Exercise brief — Check each line of the material below, and copy it if it holds the string "Luigi".

Records for the exercise —

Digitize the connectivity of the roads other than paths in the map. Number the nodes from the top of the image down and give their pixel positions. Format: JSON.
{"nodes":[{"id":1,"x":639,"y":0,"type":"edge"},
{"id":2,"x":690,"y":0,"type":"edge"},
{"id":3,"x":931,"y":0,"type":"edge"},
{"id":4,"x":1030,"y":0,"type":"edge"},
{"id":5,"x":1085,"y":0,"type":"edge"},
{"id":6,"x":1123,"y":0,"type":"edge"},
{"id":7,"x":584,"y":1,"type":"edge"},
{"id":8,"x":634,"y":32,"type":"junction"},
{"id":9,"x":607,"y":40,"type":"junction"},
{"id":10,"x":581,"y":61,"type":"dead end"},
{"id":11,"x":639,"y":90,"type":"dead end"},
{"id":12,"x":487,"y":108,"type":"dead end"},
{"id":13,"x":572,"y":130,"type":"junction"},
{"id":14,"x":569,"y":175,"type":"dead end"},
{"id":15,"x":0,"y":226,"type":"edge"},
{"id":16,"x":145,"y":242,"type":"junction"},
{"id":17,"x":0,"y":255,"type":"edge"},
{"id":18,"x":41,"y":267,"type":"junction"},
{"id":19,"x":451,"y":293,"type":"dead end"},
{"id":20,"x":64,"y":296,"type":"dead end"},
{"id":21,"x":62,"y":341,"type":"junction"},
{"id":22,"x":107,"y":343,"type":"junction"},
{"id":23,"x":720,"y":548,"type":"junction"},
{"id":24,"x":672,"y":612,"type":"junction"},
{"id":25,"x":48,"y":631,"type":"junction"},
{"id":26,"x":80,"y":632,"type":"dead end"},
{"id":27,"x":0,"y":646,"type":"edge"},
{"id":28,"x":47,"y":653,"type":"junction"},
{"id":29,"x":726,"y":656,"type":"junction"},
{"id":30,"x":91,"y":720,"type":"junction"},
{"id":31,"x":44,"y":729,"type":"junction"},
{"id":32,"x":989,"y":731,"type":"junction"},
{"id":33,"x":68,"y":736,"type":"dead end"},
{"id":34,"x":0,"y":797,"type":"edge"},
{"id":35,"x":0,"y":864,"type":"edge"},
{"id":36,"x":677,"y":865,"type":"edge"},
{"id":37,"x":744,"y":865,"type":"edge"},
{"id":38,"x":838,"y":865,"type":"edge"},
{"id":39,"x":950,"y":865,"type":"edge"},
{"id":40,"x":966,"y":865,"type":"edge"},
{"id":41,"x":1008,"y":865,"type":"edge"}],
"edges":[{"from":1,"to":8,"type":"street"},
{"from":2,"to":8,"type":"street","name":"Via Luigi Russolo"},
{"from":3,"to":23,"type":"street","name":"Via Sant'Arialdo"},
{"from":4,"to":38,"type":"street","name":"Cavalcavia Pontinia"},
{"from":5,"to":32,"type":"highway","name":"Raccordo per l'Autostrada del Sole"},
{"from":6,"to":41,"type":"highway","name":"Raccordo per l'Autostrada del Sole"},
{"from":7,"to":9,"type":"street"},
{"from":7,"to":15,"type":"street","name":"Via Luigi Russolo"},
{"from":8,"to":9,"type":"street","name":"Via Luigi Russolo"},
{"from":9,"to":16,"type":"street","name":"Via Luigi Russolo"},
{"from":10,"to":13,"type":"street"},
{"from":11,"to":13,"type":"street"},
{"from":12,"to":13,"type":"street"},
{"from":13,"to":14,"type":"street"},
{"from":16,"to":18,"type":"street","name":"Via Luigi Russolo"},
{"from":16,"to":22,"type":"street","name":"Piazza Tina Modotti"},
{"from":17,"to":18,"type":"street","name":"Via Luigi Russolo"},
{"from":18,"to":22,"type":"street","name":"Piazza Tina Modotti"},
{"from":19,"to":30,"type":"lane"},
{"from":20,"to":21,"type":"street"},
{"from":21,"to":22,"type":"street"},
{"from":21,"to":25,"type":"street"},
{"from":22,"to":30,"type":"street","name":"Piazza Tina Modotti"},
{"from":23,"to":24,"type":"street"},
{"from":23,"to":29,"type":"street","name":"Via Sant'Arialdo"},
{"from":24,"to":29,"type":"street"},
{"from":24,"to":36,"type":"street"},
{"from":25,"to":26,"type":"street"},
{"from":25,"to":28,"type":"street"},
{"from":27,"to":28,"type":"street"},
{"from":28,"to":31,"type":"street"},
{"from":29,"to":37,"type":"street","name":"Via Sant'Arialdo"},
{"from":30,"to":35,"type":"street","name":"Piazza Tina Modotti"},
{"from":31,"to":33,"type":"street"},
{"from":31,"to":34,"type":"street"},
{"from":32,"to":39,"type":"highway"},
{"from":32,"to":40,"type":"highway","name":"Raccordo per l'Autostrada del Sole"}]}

Your solution —
{"from":2,"to":8,"type":"street","name":"Via Luigi Russolo"},
{"from":7,"to":15,"type":"street","name":"Via Luigi Russolo"},
{"from":8,"to":9,"type":"street","name":"Via Luigi Russolo"},
{"from":9,"to":16,"type":"street","name":"Via Luigi Russolo"},
{"from":16,"to":18,"type":"street","name":"Via Luigi Russolo"},
{"from":17,"to":18,"type":"street","name":"Via Luigi Russolo"},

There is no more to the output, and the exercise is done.